Il fatto di essere diventata indispensabile, a un uomo odioso, tirchio e, oltretutto, anticomunista, le deve dare una grande soddisfazione, di quelle che non hanno prezzo: perché oltretutto Palmira ha alle spalle una vita difficile e viene da una famiglia sfortunata e perseguitata, una di quelle famiglie rosse che la sventura se la sono cercata e certamente l’hanno trovata. Tutto era cominciato col suo bisnonno, Spartaco, un operaio agricolo di ferma fede socialista, che dopo uno sciopero fallito, nel 1922, si era preso a revolverate, sul vecchio ponte romano, con una squadraccia fascista. Uno dei fascisti si era beccato un proiettile in una spalla e era scivolato dalla spalletta del ponte fino a finire in acqua, proprio in uno dei pochi giorni in cui il fiume di acqua ne portava tanta. Vedendolo annegare, il bisnonno di Palmira, che era molto probabilmente il responsabile di quella caduta, ma che era anche un brav’uomo, si era buttato in acqua e lo aveva «tratto a salvamento». Lo aveva deposto tra le canne, si era accertato che la ferita non fosse grave, era andato a riprendersi il suo revolver ed era tornato, per accertarsi che tutto andava per il meglio, forse addirittura per salutarlo. Quel rischio corso da un camerata aveva placato gli animi degli altri fascisti, il conflitto sembrava ormai spento, così che nessuno azzardò segni di ostilità nei confronti di Spartaco. Fu il ferito che gli fece segno di accostarsi, come se gli mancasse la voce per ringraziarlo: quando Spartaco si chinò su di lui, il ferito gli sputò in faccia, e ci mise tutto l’odio e il livore che aveva dentro. Ma tanto odio e tanto livore non potevano restare senza risposta, Spartaco quasi automaticamente si alzò in piedi, e gli sparò in mezzo alla faccia, uccidendolo. Gli altri fascisti, chissà perché, non lo ammazzarono e decisero di consegnarlo alla giustizia: fu condannato all’ergastolo, morì dopo pochi anni, non era uomo da sopportare la prigione e comunque nessuno mai spiegò ai parenti cosa, in effetti, avesse finito per ucciderlo. Quel fatto di sangue la famiglia di Palmira se lo era portato dietro per decenni, come se una parte della condanna fosse toccata ai familiari: tutti l’avevano scontata in molti modi, gli uomini non trovavano lavoro, le donne più che spigolare o pulire i cessi non riuscivano a fare. Così Palmira era cresciuta in un ambiente nel quale l’odio per i signori e per i fascisti era palpabile così come lo era la compassione per i derelitti.

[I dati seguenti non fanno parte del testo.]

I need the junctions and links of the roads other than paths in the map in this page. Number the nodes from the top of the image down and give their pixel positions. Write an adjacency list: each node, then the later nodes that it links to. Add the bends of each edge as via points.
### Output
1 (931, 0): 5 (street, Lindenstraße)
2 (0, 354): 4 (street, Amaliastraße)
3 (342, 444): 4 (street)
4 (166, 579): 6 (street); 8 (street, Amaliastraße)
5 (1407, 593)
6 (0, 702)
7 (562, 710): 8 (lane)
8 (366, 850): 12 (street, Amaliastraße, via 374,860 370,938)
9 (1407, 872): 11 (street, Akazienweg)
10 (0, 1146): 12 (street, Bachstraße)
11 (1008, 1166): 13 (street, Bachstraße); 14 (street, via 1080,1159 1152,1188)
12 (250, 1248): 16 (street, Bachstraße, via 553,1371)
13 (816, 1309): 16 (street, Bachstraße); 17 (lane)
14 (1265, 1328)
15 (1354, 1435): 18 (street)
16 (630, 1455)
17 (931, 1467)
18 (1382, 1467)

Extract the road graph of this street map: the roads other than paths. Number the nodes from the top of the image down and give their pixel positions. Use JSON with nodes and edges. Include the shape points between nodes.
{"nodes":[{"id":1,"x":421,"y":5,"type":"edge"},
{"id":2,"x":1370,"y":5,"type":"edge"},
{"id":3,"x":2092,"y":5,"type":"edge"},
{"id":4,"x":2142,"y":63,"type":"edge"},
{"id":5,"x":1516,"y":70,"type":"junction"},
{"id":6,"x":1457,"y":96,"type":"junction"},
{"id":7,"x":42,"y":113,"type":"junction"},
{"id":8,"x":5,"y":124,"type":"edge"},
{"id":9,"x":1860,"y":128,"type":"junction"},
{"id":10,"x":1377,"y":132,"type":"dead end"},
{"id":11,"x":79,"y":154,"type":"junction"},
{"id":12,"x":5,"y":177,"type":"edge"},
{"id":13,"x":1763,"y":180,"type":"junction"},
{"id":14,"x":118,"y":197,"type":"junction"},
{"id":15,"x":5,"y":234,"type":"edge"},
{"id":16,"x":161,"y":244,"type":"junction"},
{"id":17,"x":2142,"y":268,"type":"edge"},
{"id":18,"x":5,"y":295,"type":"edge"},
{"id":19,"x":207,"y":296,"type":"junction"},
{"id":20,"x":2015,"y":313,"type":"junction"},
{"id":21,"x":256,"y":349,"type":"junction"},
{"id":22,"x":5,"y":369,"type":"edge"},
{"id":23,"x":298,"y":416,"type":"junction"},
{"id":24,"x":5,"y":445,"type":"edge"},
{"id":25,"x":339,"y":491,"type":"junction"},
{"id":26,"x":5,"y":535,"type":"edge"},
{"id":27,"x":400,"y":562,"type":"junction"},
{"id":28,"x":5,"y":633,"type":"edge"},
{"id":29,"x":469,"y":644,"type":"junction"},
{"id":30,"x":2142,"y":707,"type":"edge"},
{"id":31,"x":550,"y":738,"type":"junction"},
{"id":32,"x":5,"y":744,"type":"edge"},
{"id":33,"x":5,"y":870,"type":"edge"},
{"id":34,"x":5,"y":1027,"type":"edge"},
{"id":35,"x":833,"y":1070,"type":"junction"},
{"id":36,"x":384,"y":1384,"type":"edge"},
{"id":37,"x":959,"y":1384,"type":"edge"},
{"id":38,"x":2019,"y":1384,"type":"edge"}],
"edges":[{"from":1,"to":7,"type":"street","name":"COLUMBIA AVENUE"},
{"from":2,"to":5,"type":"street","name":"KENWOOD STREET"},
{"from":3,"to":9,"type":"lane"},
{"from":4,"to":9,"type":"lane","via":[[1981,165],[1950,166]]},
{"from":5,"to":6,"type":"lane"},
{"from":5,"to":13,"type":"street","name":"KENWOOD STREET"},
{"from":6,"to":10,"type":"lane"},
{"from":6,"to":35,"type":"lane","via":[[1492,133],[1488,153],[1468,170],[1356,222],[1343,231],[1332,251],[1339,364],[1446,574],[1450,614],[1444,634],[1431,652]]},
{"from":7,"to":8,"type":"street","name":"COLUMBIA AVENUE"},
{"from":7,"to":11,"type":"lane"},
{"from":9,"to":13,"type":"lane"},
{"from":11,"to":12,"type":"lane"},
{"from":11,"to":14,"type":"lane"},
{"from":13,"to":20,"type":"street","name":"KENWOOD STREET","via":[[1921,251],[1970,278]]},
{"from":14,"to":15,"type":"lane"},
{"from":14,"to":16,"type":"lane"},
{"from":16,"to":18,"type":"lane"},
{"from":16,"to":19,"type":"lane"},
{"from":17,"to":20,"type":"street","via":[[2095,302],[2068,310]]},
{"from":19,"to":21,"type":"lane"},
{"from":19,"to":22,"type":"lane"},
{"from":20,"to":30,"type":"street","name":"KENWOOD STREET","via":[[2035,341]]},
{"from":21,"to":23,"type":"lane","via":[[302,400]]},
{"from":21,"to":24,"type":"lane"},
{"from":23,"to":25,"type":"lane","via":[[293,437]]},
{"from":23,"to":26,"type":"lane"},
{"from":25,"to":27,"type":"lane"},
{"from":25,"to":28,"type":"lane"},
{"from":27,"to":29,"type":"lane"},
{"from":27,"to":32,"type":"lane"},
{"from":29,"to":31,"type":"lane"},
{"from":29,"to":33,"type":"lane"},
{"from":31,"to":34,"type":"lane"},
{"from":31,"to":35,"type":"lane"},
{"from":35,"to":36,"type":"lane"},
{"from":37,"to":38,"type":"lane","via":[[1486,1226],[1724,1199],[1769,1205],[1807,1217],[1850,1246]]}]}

Palmira non aveva mai avuto dubbi su quale fosse la sua parte politica e di politica aveva provato a farne, quando ancora era poco più di un’adolescente. Purtroppo la storia della sua omosessualità era diventata di dominio pubblico e la segreteria del partito aveva reagito secondo logica e buon senso; ti siamo molto vicini, purché tu ci sia lontana; speriamo che tu voti per noi, sia chiaro che non voteremo mai per te. Palmira non aveva fatto scandali, solo che non si era fatta più vedere e aveva aggiunto un’ulteriore serie di nomi all’elenco delle persone che odiava. Non aveva un titolo di studio, non aveva un mestiere, aveva letto solo Marx e Engels senza capirne una parola; era andata a servizio dalla prima famiglia che non le aveva chiuso la porta in faccia e le era andata bene.